Problem description:
For the entries below, the expected answer is the line with "c.show_text(s)", the line with "c.restore()", and every line between them, exactly as written, and nothing more.

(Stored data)
────────────────

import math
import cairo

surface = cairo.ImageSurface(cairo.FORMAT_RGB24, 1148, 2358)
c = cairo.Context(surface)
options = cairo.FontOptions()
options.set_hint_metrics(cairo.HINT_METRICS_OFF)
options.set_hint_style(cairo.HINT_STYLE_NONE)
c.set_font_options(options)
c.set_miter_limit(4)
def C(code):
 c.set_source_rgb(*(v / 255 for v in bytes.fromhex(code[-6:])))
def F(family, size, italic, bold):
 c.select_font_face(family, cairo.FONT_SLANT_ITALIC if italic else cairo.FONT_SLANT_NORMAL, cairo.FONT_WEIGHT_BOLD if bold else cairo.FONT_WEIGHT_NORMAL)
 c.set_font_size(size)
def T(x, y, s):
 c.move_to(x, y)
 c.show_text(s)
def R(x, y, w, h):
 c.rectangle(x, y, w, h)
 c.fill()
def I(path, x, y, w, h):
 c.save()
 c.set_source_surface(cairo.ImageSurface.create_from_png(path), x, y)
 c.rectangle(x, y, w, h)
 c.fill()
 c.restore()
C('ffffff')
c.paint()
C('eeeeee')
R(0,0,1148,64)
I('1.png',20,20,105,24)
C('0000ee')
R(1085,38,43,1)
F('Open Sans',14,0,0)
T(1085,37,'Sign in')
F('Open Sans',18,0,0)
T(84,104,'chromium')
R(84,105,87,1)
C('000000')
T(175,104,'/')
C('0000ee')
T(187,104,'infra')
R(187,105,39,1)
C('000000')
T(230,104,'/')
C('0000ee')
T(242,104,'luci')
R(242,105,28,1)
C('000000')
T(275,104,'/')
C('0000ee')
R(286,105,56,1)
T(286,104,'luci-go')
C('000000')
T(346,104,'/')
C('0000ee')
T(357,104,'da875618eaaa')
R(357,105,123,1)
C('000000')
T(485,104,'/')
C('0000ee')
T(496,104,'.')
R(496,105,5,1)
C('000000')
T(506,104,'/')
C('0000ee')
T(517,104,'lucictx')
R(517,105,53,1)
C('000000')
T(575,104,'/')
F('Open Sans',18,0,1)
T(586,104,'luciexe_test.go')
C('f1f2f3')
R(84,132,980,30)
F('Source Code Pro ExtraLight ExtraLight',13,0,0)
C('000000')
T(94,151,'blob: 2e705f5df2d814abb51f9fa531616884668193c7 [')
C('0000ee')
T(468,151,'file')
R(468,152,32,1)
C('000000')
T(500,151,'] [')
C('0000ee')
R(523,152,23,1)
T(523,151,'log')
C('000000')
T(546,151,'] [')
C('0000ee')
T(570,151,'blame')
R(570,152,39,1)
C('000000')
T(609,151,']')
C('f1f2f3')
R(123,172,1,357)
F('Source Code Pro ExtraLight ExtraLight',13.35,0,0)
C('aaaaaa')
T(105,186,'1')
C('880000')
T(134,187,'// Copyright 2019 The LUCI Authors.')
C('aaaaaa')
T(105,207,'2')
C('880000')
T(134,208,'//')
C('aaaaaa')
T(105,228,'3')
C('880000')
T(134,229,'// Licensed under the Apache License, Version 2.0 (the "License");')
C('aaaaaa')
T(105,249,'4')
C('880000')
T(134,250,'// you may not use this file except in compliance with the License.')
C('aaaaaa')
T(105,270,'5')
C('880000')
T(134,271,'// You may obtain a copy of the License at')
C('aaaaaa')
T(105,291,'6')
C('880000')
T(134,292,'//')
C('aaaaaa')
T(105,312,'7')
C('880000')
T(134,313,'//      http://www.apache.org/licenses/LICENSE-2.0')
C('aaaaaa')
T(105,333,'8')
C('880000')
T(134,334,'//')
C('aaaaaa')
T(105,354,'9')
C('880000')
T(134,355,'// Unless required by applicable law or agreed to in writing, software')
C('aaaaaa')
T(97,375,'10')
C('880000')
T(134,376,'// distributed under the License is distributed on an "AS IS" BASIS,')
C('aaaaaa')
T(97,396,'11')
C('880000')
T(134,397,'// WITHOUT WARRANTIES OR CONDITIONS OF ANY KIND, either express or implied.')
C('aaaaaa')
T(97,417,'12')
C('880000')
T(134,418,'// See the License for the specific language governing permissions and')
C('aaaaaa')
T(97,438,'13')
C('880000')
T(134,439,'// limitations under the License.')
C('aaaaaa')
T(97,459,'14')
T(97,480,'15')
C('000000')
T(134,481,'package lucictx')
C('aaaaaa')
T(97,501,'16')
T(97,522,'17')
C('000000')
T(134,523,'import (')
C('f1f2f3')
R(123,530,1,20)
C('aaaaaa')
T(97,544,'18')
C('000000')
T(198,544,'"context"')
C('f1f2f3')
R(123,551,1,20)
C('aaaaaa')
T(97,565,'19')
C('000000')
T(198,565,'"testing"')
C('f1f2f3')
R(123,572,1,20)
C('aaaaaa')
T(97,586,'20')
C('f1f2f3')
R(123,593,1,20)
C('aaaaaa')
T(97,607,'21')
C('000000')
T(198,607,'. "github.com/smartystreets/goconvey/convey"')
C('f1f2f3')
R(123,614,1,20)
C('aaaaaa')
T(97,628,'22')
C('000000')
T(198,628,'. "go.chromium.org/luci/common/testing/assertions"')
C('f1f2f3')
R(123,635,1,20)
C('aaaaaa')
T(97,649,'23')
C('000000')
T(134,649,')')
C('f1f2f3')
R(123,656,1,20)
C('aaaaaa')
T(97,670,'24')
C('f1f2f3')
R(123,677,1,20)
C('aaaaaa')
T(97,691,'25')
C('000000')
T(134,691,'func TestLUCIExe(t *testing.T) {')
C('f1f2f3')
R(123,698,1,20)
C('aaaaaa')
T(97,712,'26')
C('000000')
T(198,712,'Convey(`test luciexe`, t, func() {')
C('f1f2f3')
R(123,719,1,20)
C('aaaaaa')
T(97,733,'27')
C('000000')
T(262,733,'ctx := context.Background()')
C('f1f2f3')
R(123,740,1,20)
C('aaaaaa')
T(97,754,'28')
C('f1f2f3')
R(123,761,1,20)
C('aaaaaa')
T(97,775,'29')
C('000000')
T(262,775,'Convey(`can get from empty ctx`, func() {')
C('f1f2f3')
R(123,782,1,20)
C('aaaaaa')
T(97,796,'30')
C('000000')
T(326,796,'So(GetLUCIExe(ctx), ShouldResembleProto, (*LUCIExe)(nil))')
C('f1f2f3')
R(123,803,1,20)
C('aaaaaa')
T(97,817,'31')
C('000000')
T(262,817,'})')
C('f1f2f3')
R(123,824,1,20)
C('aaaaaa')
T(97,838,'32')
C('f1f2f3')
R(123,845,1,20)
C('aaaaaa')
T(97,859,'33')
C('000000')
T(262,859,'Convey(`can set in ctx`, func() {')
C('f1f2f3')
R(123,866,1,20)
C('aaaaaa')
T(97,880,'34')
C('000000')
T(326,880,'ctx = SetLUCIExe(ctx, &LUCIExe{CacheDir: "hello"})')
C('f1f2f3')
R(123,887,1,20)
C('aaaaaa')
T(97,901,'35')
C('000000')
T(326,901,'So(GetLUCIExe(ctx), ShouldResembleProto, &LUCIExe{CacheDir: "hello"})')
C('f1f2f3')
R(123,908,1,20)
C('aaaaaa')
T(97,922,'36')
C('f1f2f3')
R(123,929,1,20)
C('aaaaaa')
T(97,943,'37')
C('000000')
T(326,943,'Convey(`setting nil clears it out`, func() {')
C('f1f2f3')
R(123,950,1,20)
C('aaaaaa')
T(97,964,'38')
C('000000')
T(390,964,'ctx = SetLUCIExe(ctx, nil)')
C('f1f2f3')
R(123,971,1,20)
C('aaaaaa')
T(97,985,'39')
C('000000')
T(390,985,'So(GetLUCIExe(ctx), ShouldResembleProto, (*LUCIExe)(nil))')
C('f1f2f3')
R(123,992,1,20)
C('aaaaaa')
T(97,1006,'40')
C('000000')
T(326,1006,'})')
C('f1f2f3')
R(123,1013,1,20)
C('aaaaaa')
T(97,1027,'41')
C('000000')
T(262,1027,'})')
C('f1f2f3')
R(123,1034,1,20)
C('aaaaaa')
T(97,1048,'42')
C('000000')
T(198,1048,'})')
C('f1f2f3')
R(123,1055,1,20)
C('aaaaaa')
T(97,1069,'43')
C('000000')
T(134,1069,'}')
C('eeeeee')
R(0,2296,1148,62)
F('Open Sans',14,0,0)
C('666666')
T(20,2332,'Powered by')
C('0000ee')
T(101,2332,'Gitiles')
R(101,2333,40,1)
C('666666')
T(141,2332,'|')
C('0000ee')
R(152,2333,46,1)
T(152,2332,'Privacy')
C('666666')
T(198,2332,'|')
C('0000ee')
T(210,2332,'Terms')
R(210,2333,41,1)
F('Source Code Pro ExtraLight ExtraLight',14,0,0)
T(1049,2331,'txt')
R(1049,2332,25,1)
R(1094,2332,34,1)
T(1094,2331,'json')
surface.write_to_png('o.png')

────────────────

Task response:
 c.show_text(s)
def R(x, y, w, h):
 c.rectangle(x, y, w, h)
 c.fill()
def I(path, x, y, w, h):
 c.save()
 c.set_source_surface(cairo.ImageSurface.create_from_png(path), x, y)
 c.rectangle(x, y, w, h)
 c.fill()
 c.restore()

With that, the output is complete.